Monday, December 12, 2011

The lost art of competency

When I was growing up the local Lucky Supermarket mostly hired mentally challenged people to bag the groceries. It was one of the two jobs where mentally challenged employees were routinely seen, the other being working at McDonald's. This is still a fairly common practice although it seems to be less prevalent as it was in California. In all the years of having my groceries bagged by a mentally challenged fella I can count on one hand the number of times they screwed up. For the most part they have always done an excellent job; bags not too heavy, double bagged if even sort of heavy, heavy stuff on bottom, light things on top and food separated from hazardous things. I bring this up not to give kudos to baggers I have encountered in the past, although they do deserve a tip of the cap. No, I am discussing this because 94% of the time that I have had someone with an IQ in triple digits bag my groceries they have thoroughly failed at their job.

The Jewel that I frequent does not appear to employ anyone as baggers except for lazy ass teenagers and idiotic old women, so the success rate is hovering around 6%. Bagging groceries is not a difficult job. There are 4 or 5 things you need to do (listed above) and that's basically it. I admit that there is a small amount of skill involved; less than a cashier and more than a ditch digger. Other than being general manager of the Bears no job offers more job security for those who consistently blunder their few tasks.

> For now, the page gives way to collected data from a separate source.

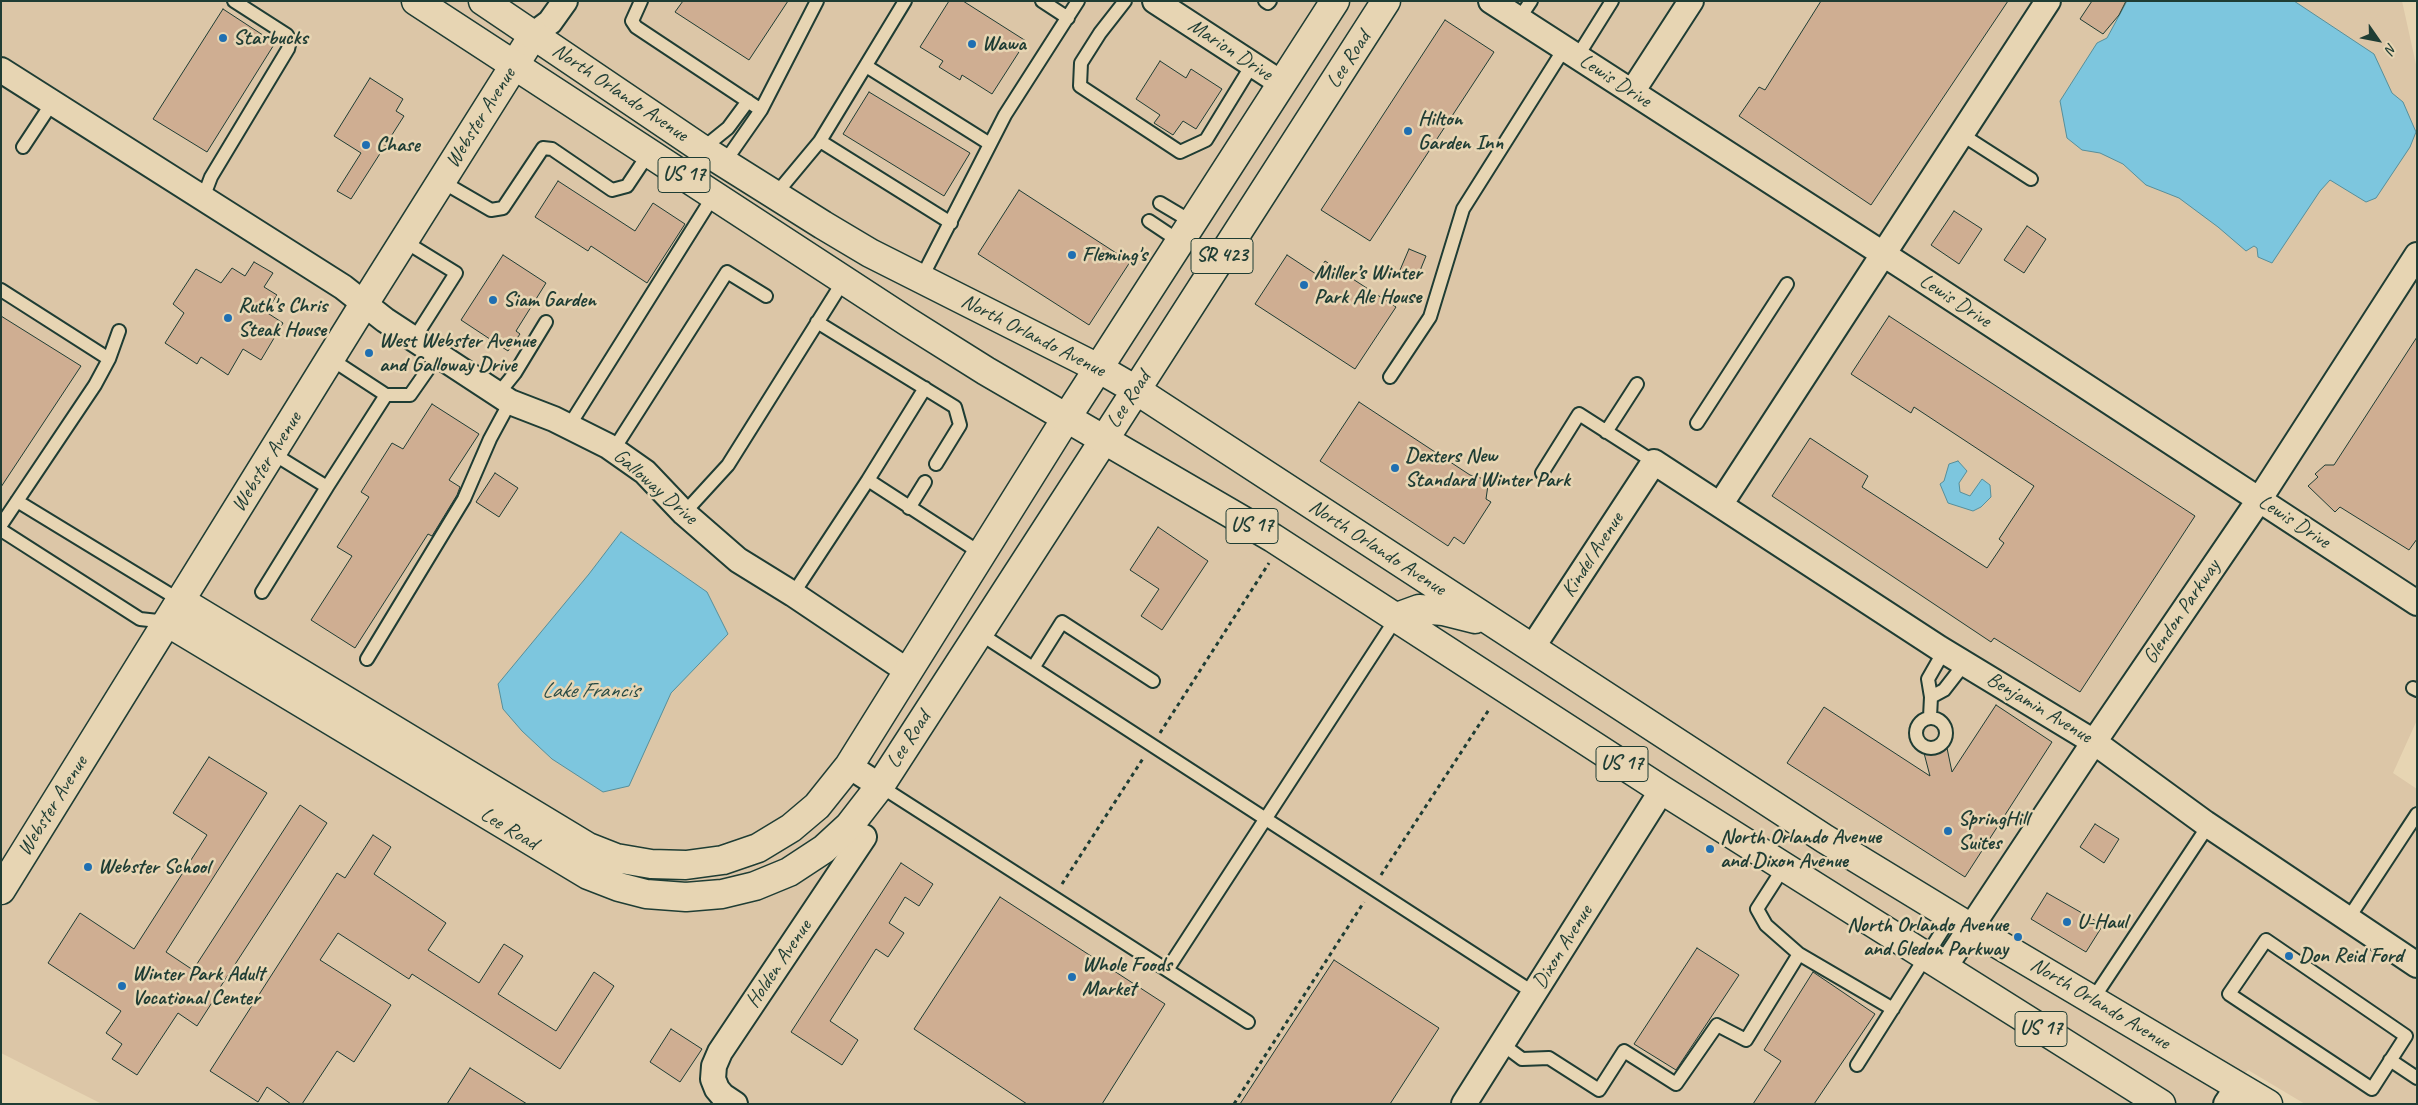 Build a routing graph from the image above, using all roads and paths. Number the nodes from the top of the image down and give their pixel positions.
1 (234, 1) edge
2 (416, 1) edge
3 (483, 1) edge
4 (546, 1) edge
5 (564, 1) edge
6 (641, 1) edge
7 (816, 1) edge
8 (905, 1) edge
9 (1042, 1) edge
10 (1078, 1) edge
11 (1125, 1) edge
12 (1154, 1) edge
13 (1265, 1) edge
14 (1270, 1) edge
15 (1335, 1) edge
16 (1386, 1) edge
17 (1491, 1) edge
18 (1612, 1) edge
19 (1691, 1) edge
20 (2048, 1) edge
21 (1525, 10) edge
22 (1068, 18) junction
23 (534, 34) junction
24 (1571, 53) junction
25 (514, 64) junction
26 (1252, 64) junction
27 (866, 66) junction
28 (4, 77) edge
29 (1281, 83) junction
30 (1632, 92) junction
31 (748, 101) junction
32 (52, 103) junction
33 (761, 110) junction
34 (1962, 134) junction
35 (820, 141) junction
36 (990, 144) junction
37 (23, 147) dead end
38 (649, 153) junction
39 (713, 156) junction
40 (2031, 179) dead end
41 (441, 181) junction
42 (714, 195) junction
43 (775, 195) junction
44 (202, 198) junction
45 (1160, 203) dead end
46 (1149, 221) dead end
47 (951, 223) junction
48 (1185, 231) junction
49 (404, 241) junction
50 (1883, 254) junction
51 (2417, 255) edge
52 (921, 279) junction
53 (844, 280) junction
54 (1787, 284) dead end
55 (1, 290) edge
56 (766, 296) dead end
57 (364, 304) junction
58 (546, 322) dead end
59 (817, 322) junction
60 (119, 331) dead end
61 (414, 339) junction
62 (438, 355) junction
63 (331, 358) junction
64 (109, 360) junction
65 (1098, 368) junction
66 (1390, 377) dead end
67 (1636, 384) dead end
68 (925, 388) junction
69 (1136, 390) junction
70 (386, 395) junction
71 (504, 398) junction
72 (1066, 418) junction
73 (1697, 423) dead end
74 (568, 426) junction
75 (1606, 432) junction
76 (1104, 440) junction
77 (614, 450) junction
78 (272, 453) junction
79 (1654, 462) junction
80 (936, 464) dead end
81 (1542, 474) dead end
82 (868, 480) junction
83 (925, 482) dead end
84 (327, 487) junction
85 (2259, 500) junction
86 (17, 501) junction
87 (1720, 505) junction
88 (910, 508) junction
89 (684, 513) junction
90 (1, 525) edge
91 (1, 530) edge
92 (982, 554) junction
93 (262, 592) dead end
94 (793, 594) junction
95 (2415, 599) edge
96 (174, 612) junction
97 (1397, 617) junction
98 (1496, 625) junction
99 (978, 633) junction
100 (1532, 648) junction
101 (1944, 651) junction
102 (367, 659) dead end
103 (1965, 663) junction
104 (1033, 668) junction
105 (909, 672) junction
106 (1153, 681) dead end
107 (1931, 697) junction
108 (1490, 708) dead end
109 (1930, 717) dead end
110 (2094, 742) junction
111 (849, 766) junction
112 (880, 786) junction
113 (467, 789) junction
114 (1662, 790) junction
115 (2417, 814) edge
116 (1265, 819) junction
117 (2208, 826) junction
118 (864, 837) dead end
119 (1784, 866) junction
120 (1373, 889) junction
121 (1, 890) edge
122 (2348, 919) junction
123 (1961, 922) junction
124 (1799, 954) junction
125 (1935, 962) junction
126 (2417, 965) edge
127 (1167, 970) junction
128 (1534, 993) junction
129 (2092, 999) junction
130 (1893, 1009) junction
131 (1248, 1022) dead end
132 (1502, 1044) junction
133 (2390, 1060) junction
134 (1857, 1065) dead end
135 (2417, 1078) edge
136 (2232, 1095) edge
137 (729, 1100) edge
138 (2158, 1103) edge
139 (1234, 1104) edge
140 (1464, 1104) edge
141 (2268, 1104) edge

1 - 44 lane
2 - 25 main road, North Orlando Avenue / US 17
3 - 23 main road, North Orlando Avenue / US 17
4 - 23 street
5 - 23 street
6 - 31 lane
7 - 33 lane
8 - 27 lane
9 - 22 lane
10 - 22 lane
11 - 26 lane
12 - 26 street, Marion Drive
13 - 14 lane
15 - 29 main road, Lee Road / SR 423
16 - 69 main road, Lee Road / SR 423
17 - 21 street, Lewis Drive
18 - 24 lane
19 - 30 street
20 - 34 street
21 - 24 street, Lewis Drive
22 - 36 lane
23 - 25 main road, Webster Avenue
23 - 39 main road, North Orlando Avenue / US 17
24 - 30 street, Lewis Drive
24 - 66 lane
25 - 38 main road, North Orlando Avenue / US 17
25 - 41 main road, Webster Avenue
26 - 29 street, Marion Drive
27 - 35 lane
27 - 36 lane
28 - 32 street, Galloway Drive
29 - 48 main road, Lee Road / SR 423
30 - 50 street, Lewis Drive
31 - 33 lane
31 - 39 lane
32 - 37 lane
32 - 44 street, Galloway Drive
33 - 39 lane
34 - 40 lane
34 - 50 street
35 - 43 lane
35 - 47 lane
36 - 47 lane
38 - 41 lane
38 - 42 main road, North Orlando Avenue / US 17
39 - 43 main road, North Orlando Avenue / US 17
41 - 49 main road, Webster Avenue
42 - 53 main road, North Orlando Avenue / US 17
42 - 74 lane
43 - 52 main road, North Orlando Avenue / US 17
44 - 57 street, Galloway Drive
45 - 48 lane
46 - 48 lane
47 - 52 lane
48 - 65 main road, Lee Road / SR 423
49 - 57 main road, Webster Avenue
49 - 61 lane
50 - 85 street, Lewis Drive
50 - 87 street
51 - 85 street, Glendon Parkway
52 - 65 main road, North Orlando Avenue / US 17
53 - 59 lane
53 - 72 main road, North Orlando Avenue / US 17
54 - 73 lane
55 - 64 lane
56 - 77 lane
57 - 61 street, Galloway Drive
57 - 63 main road, Webster Avenue
58 - 71 lane
59 - 68 lane
59 - 89 lane
60 - 64 lane
61 - 62 street, Galloway Drive
62 - 70 lane
62 - 71 street, Galloway Drive
63 - 70 lane
63 - 78 main road, Webster Avenue
64 - 86 lane
65 - 69 main road, North Orlando Avenue / US 17
65 - 72 main road, Lee Road / SR 423
67 - 75 lane
68 - 80 lane
68 - 82 lane
69 - 76 main road, Lee Road / SR 423
69 - 98 main road, North Orlando Avenue / US 17
70 - 84 lane
71 - 74 street, Galloway Drive
71 - 102 lane
72 - 76 main road, North Orlando Avenue / US 17
72 - 92 main road, Lee Road
74 - 77 street, Galloway Drive
75 - 79 lane
75 - 81 lane
76 - 97 main road, North Orlando Avenue / US 17
76 - 99 main road, Lee Road
77 - 89 street, Galloway Drive
78 - 84 lane
78 - 96 main road, Webster Avenue
79 - 87 street, Benjamin Avenue
79 - 100 street, Kindel Avenue
82 - 88 lane
82 - 94 lane
83 - 88 lane
84 - 93 lane
85 - 95 street, Lewis Drive
85 - 110 street, Glendon Parkway
86 - 90 lane
86 - 96 lane
87 - 101 street, Benjamin Avenue
88 - 92 lane
89 - 94 street, Galloway Drive
91 - 96 lane
92 - 105 main road, Lee Road
94 - 105 street, Galloway Drive
96 - 113 main road, Lee Road
96 - 121 main road, Webster Avenue
97 - 98 main road
97 - 114 main road, North Orlando Avenue / US 17
97 - 116 lane
98 - 100 main road, North Orlando Avenue / US 17
99 - 104 lane
99 - 112 main road, Lee Road
100 - 123 main road, North Orlando Avenue / US 17
101 - 103 street, Benjamin Avenue
101 - 107 lane
103 - 107 lane
103 - 110 street, Benjamin Avenue
104 - 106 lane
104 - 116 lane
105 - 111 main road, Lee Road
107 - 109 lane
108 - 120 path
110 - 117 street, Benjamin Avenue
110 - 123 street, Glendon Parkway
111 - 112 street
111 - 113 main road, Lee Road
112 - 113 main road, Lee Road
112 - 127 lane
114 - 119 main road, North Orlando Avenue / US 17
114 - 128 street, Dixon Avenue
115 - 122 lane
116 - 120 lane
116 - 127 lane
117 - 122 street, Benjamin Avenue
117 - 129 lane
118 - 137 street, Holden Avenue
119 - 124 lane
119 - 125 main road, North Orlando Avenue / US 17
120 - 128 lane
120 - 139 path
122 - 126 street, Benjamin Avenue
123 - 125 street, Glendon Parkway
123 - 129 main road, North Orlando Avenue / US 17
124 - 130 lane
124 - 132 lane
125 - 130 lane
125 - 138 main road, North Orlando Avenue / US 17
127 - 131 lane
128 - 132 street, Dixon Avenue
129 - 136 main road, North Orlando Avenue / US 17
130 - 134 lane
132 - 140 street, Dixon Avenue
133 - 133 lane
133 - 135 lane
136 - 141 main road, North Orlando Avenue / US 17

I hate to bitch about such a trivial thing. Actually, that's a lie. I thrive on it. In actuality this isn't trivial, this shit is of the utmost importance. I have to walk 4-5 blocks and take the train after I go to the store. If the bags are overweight they break. Like they did on the bus today. Everything goes all over the damn place including an onion that rolled most of the way to the back (impressive!) and I have no other recourse but to shove everything from the broken bag into the other bags that are in just as much danger of breaking. So I get off the bus and what happens about 10 feet away? Another bag breaks. GODDAMNIT. About this time I'm running out of bags so I am forced to carry everything in my arms for the block until I get home. The incompetence of the moronic old woman that bagged my groceries turned my joyous trip to the store in to a throwdown war hell ride. If she put 1 less thing in each bag the problem is averted.

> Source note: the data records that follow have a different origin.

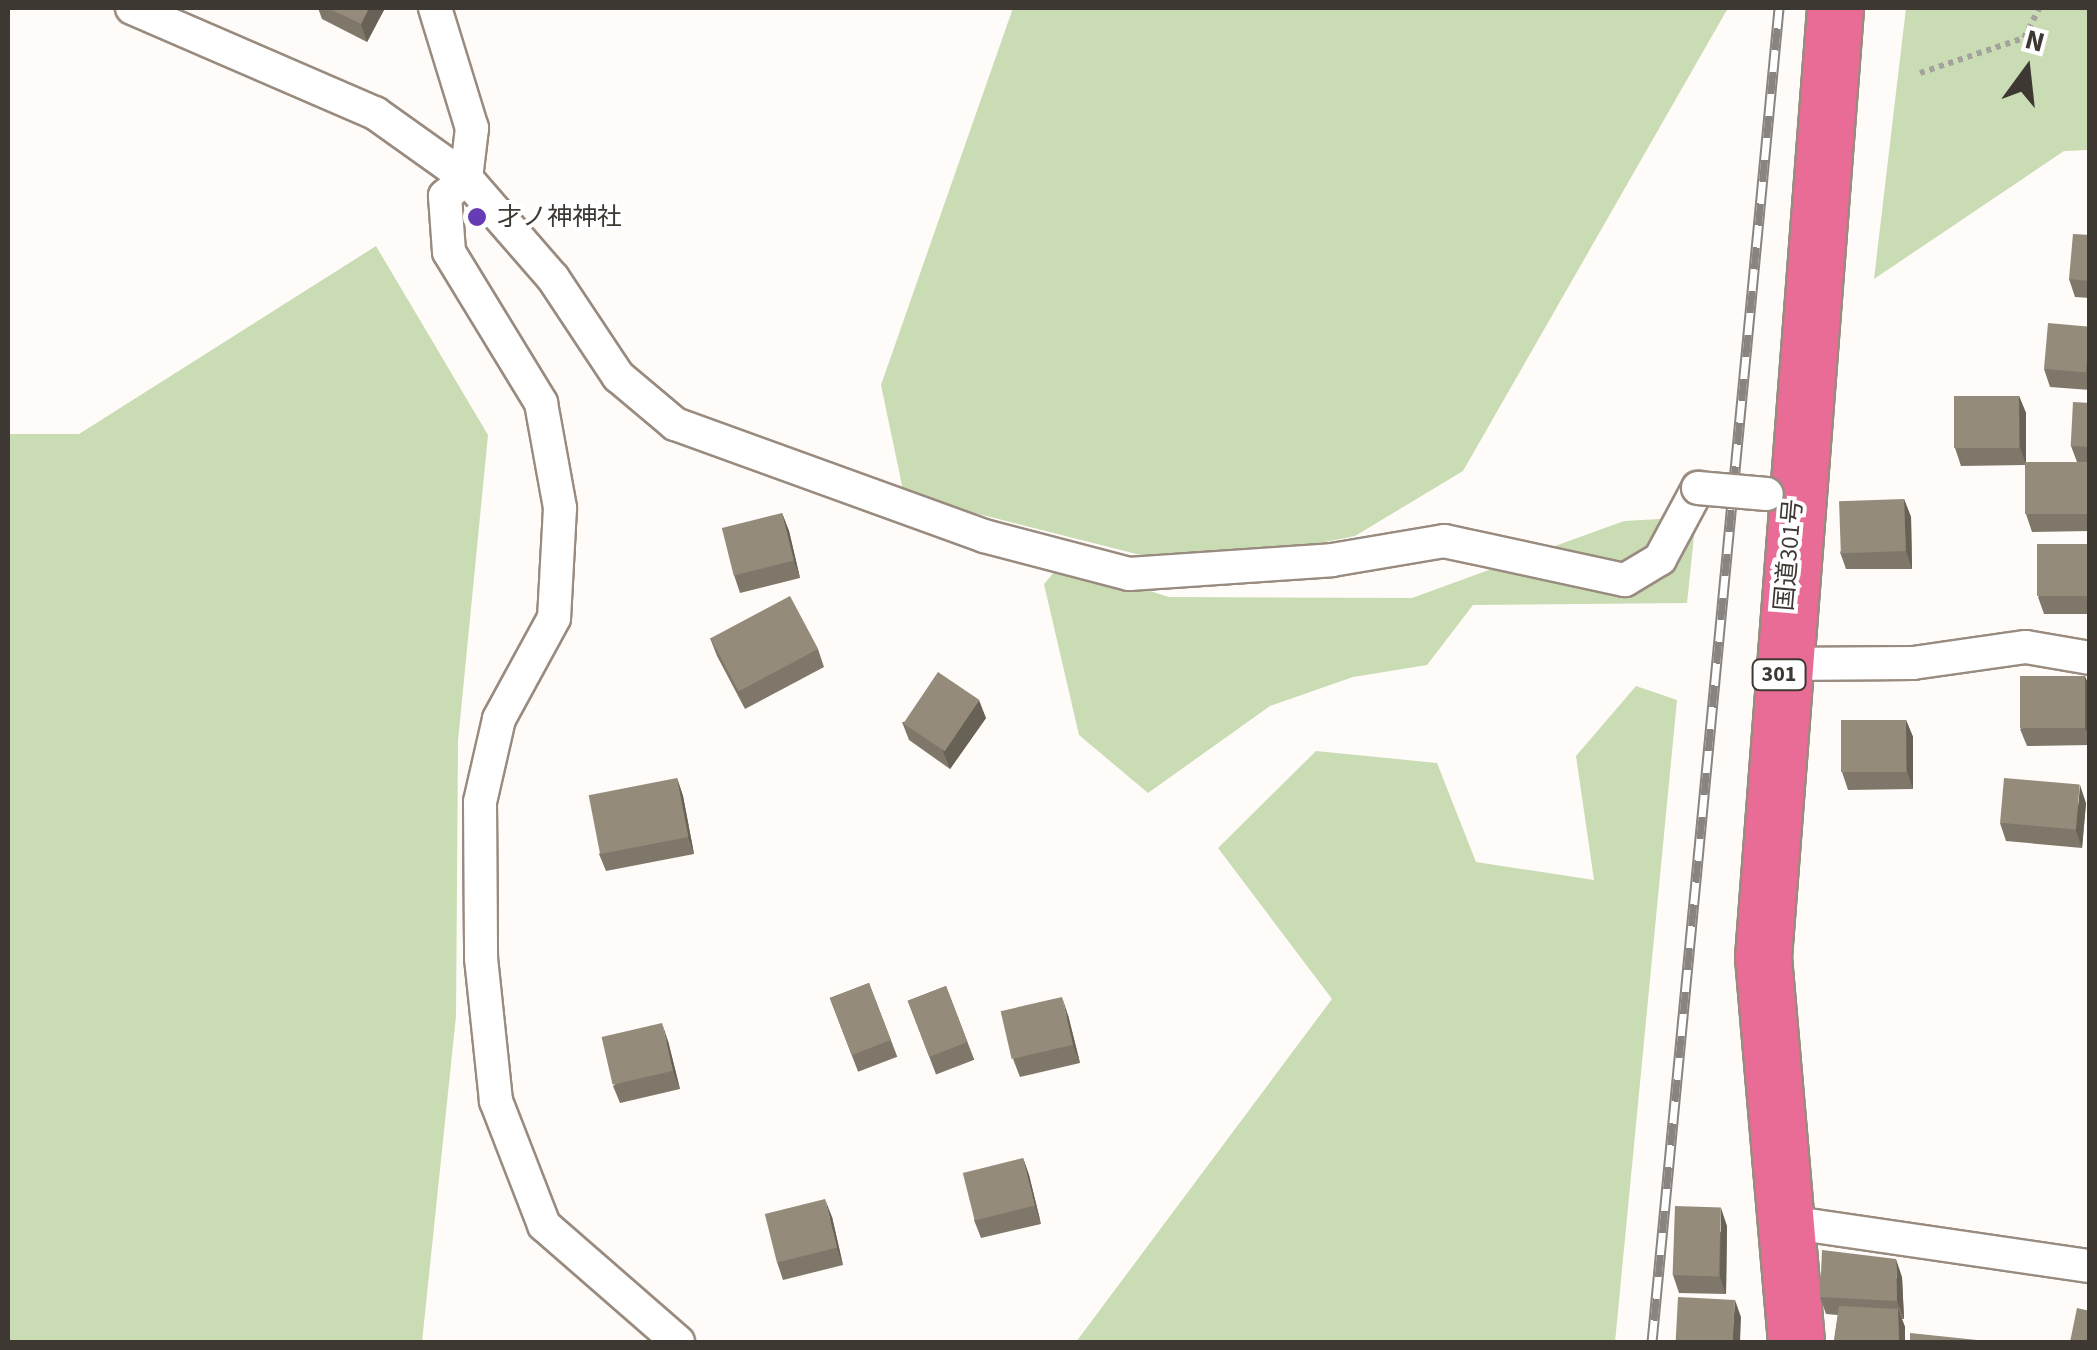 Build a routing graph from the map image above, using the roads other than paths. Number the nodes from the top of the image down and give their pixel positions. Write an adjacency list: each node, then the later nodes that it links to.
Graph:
1 (132, 8): 4 (street)
2 (434, 8): 4 (street)
3 (1835, 8): 5 (highway, 国道301号 / 301)
4 (466, 178): 5 (street, bridge); 10 (street)
5 (1781, 495): 7 (highway, 国道301号 / 301)
6 (2090, 658): 7 (street)
7 (1779, 664): 8 (highway, 国道301号 / 301)
8 (1780, 1221): 9 (street); 11 (highway, 国道301号 / 301)
9 (2090, 1266)
10 (678, 1342)
11 (1796, 1342)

I know that I could be the guy who looks at her with eagle eyes as she bags everything so she doesn't fuck it up but I made the mistake of assuming that there would be at least a shred of competence in her pea brain. It seems that whenever I make that assumption it bites me in the ass. Is it too much to ask that people do a mediocre job? I'm not demanding A+ work here, I'd settle for C-. Instead every time I get treated to a showcase of ineptitude. If the moron who bagged my groceries tried to do the worst job possible I'm pretty sure my bags would finally be correctly packed. I can't imagine her being able to accomplish a single task she attempts, this woman is only capable of complete failure. She is the Marion Barber of Jewel employees.

I can't stress enough that this job is always done successfully by the mentally challenged. Why can't people who are blessed to not have a handicap accomplish this simple task? Using our good friend logic one should assume that they would do an even better job. Sadly we don't live on Vulcan and logic fails more often than not here. I don't know if it's laziness, lack of training, general idiocy or a combination of all three but something needs to be done about it. I say we start by going to the bagger's homes and packing all of their prized possessions into one flimsy plastic bag. Then we'll hold it off the top of a tall building and jostle it around for a while. When it breaks and all their precious valuables crash to the ground maybe they will learn a little something. If this fails I'm afraid we'll have to go directly to the Kornheiser solution: heads on pikes.